Ohio State will be the fourth stop for Bjork as an athletic director following stints at Texas A&M, Ole Miss and Western Kentucky. Bjork also previously worked in the athletic departments at UCLA, Miami (Florida) and Missouri. A native of Dodge City, Kansas, Bjork played football at Emporia State University and has a master’s degree in athletic administration from Western Illinois.

Bjork, who is 51 years old, was the youngest athletic director in the FBS when he was hired by Western Kentucky in 2010. He spent two years in that role before moving on to Ole Miss, where he spent seven years before taking the job in College Station.

While Bjork does not have any direct ties to Ohio State or the Big Ten, his mother is a native of Williamstown, Ohio, and “remains an ardent supporter of TBDBITL,” per Ohio State’s announcement.

“To be a part of Buckeye Nation, along with its storied traditions and long history of achievement, is a tremendous honor and a welcome challenge. I can’t wait to get started.”– Ross Bjork on becoming Ohio State’s athletic director

Bjork is known in college athletics circles for his ability as a fundraiser, one of the most important roles of an athletic director at a major university. In College Station, Bjork spearheaded Texas A&M’s efforts to create one of the nation’s top NIL operations, so continuing to build up Ohio State’s NIL operation will likely be among his top priorities once he arrives in Columbus.

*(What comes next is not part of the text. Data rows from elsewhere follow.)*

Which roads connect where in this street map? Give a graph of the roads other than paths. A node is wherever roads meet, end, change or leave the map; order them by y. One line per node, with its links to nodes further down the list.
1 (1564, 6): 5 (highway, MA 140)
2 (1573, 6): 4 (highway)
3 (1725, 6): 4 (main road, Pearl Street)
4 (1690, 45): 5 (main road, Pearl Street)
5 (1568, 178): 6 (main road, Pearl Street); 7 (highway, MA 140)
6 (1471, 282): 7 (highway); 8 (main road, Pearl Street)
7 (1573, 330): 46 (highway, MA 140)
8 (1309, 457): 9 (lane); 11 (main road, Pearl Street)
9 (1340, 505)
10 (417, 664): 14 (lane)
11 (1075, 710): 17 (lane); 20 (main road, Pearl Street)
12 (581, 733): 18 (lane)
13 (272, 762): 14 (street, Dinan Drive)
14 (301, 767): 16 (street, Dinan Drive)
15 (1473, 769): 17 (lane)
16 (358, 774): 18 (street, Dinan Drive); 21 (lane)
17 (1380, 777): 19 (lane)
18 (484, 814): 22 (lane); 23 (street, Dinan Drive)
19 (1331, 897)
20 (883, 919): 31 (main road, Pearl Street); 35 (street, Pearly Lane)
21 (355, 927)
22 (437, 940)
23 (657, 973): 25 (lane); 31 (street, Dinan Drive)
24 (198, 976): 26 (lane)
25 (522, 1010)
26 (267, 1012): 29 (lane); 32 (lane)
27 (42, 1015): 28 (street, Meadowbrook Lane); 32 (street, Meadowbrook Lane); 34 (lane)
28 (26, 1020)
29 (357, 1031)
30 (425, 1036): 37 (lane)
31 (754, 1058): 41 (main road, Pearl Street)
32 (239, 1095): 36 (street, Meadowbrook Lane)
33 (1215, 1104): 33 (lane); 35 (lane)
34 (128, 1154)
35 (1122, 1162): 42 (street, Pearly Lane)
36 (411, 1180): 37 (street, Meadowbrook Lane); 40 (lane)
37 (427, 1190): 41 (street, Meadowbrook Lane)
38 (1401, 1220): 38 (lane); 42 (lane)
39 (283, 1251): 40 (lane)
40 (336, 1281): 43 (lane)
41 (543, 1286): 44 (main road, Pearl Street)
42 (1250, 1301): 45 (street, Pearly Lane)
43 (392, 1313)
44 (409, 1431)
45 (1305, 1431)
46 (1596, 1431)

Bjork leaves Texas A&M with mixed reviews in large part because of his decision to give Jimbo Fisher a fully guaranteed 10-year, $95 million contract extension in 2021. That didn’t stop Bjork from firing Fisher this past November, leaving Texas A&M on the hook for $75 million.

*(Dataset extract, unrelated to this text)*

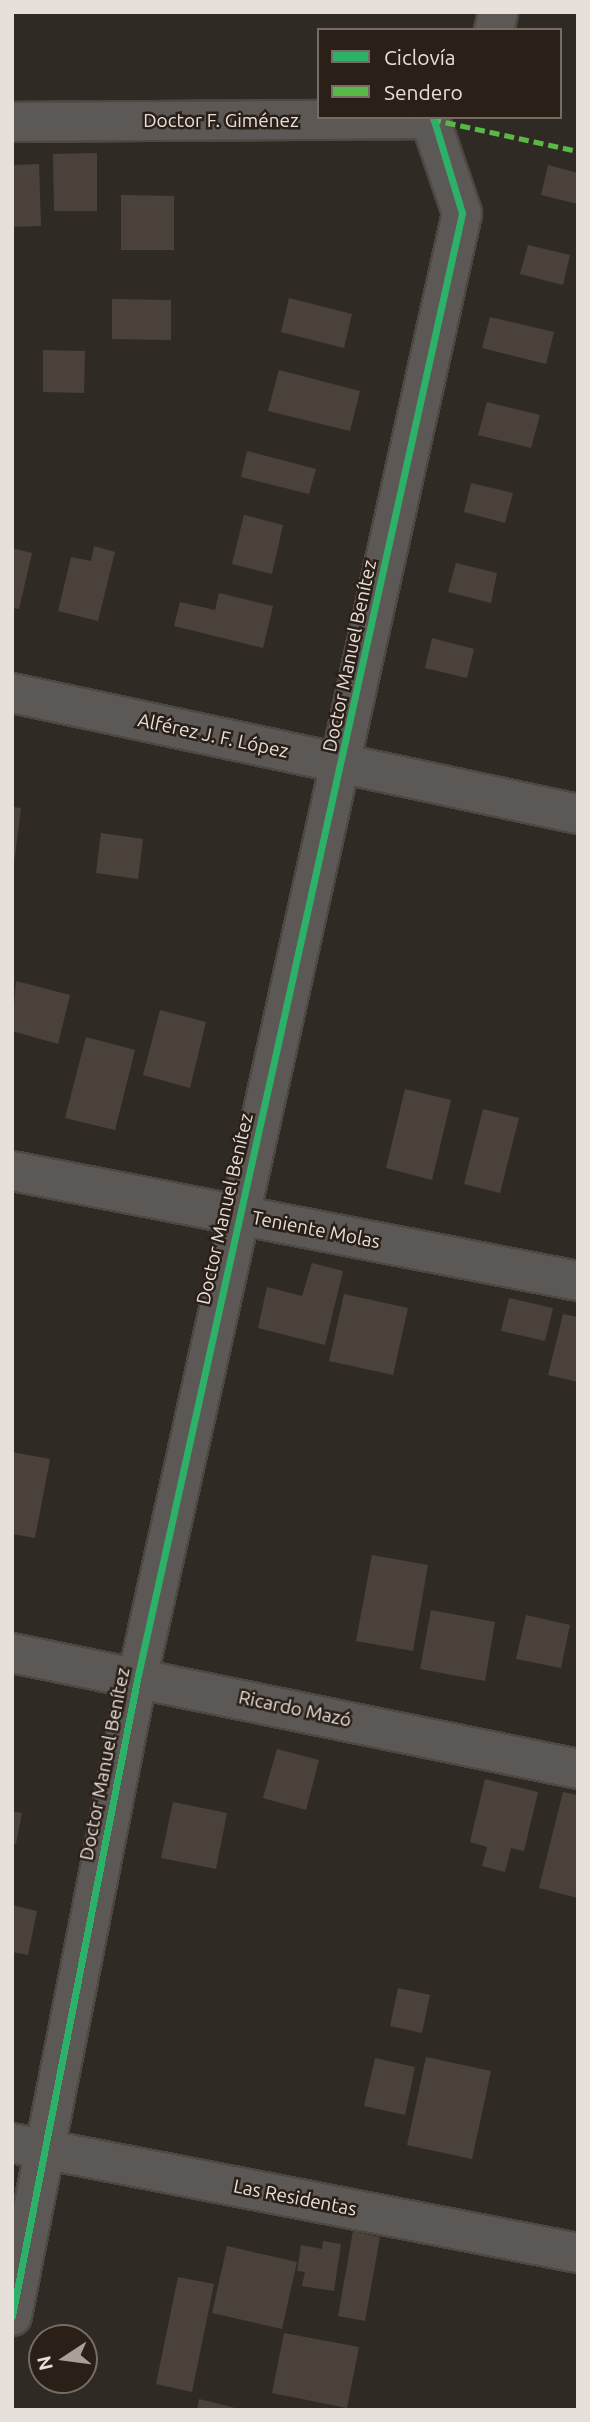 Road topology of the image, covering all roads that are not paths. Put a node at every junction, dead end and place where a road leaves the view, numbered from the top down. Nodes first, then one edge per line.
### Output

Bjork, who hired Mike Elko to replace Fisher after a coaching search in which Texas A&M nearly hired Kentucky’s Mark Stoops first, told WFAA in November that the Fisher contract extension “was a mistake as we look back on it” and that he would look to give coaches incentive-heavy contracts going forward.

In Oxford, Bjork led a substantial growth in athletic department revenues as Ole Miss’ annual revenue doubled from $57 million to $117 million. He drew scrutiny there, however, for his handling of an NCAA investigation into the football program that ultimately led to major sanctions against the Rebels, including a two-year bowl ban and the vacation of 33 wins.

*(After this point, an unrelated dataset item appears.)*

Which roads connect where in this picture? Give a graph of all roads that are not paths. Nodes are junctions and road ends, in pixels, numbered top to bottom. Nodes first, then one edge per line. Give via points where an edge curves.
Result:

Nevertheless, Ohio State determined that Bjork was the best candidate to be its new athletic director after a months-long search for Smith’s successor. Ohio State interviewed multiple candidates – including Washington State athletic director Pat Chun, an Ohio State alumnus who was initially viewed as the frontrunner for the job – before ultimately settling on Bjork as its hire.

“The college athletics landscape is changing each day, and Ohio State was firmly committed to finding an athletics director who would lead us with confidence and innovative thinking into the future,” Hiroyuki Fujita, chair of the university’s Board of Trustees, said in a statement. “Ross Bjork possesses all the qualities we had envisioned – and more – and I am thrilled to welcome him to our Buckeye family.”

Bjork will be the ninth athletic director in Ohio State history.

“Ross is uniquely equipped to step into our Buckeye community and make an immediate impact,” Smith said in Ohio State’s release. “As I have said, Ohio State has afforded me the professional opportunity of a lifetime, and I am forever grateful. My final, important project over the next several months will be to work with Ross to ensure a smooth and effective transition with our student-athletes, coaches, department staff and university leaders.”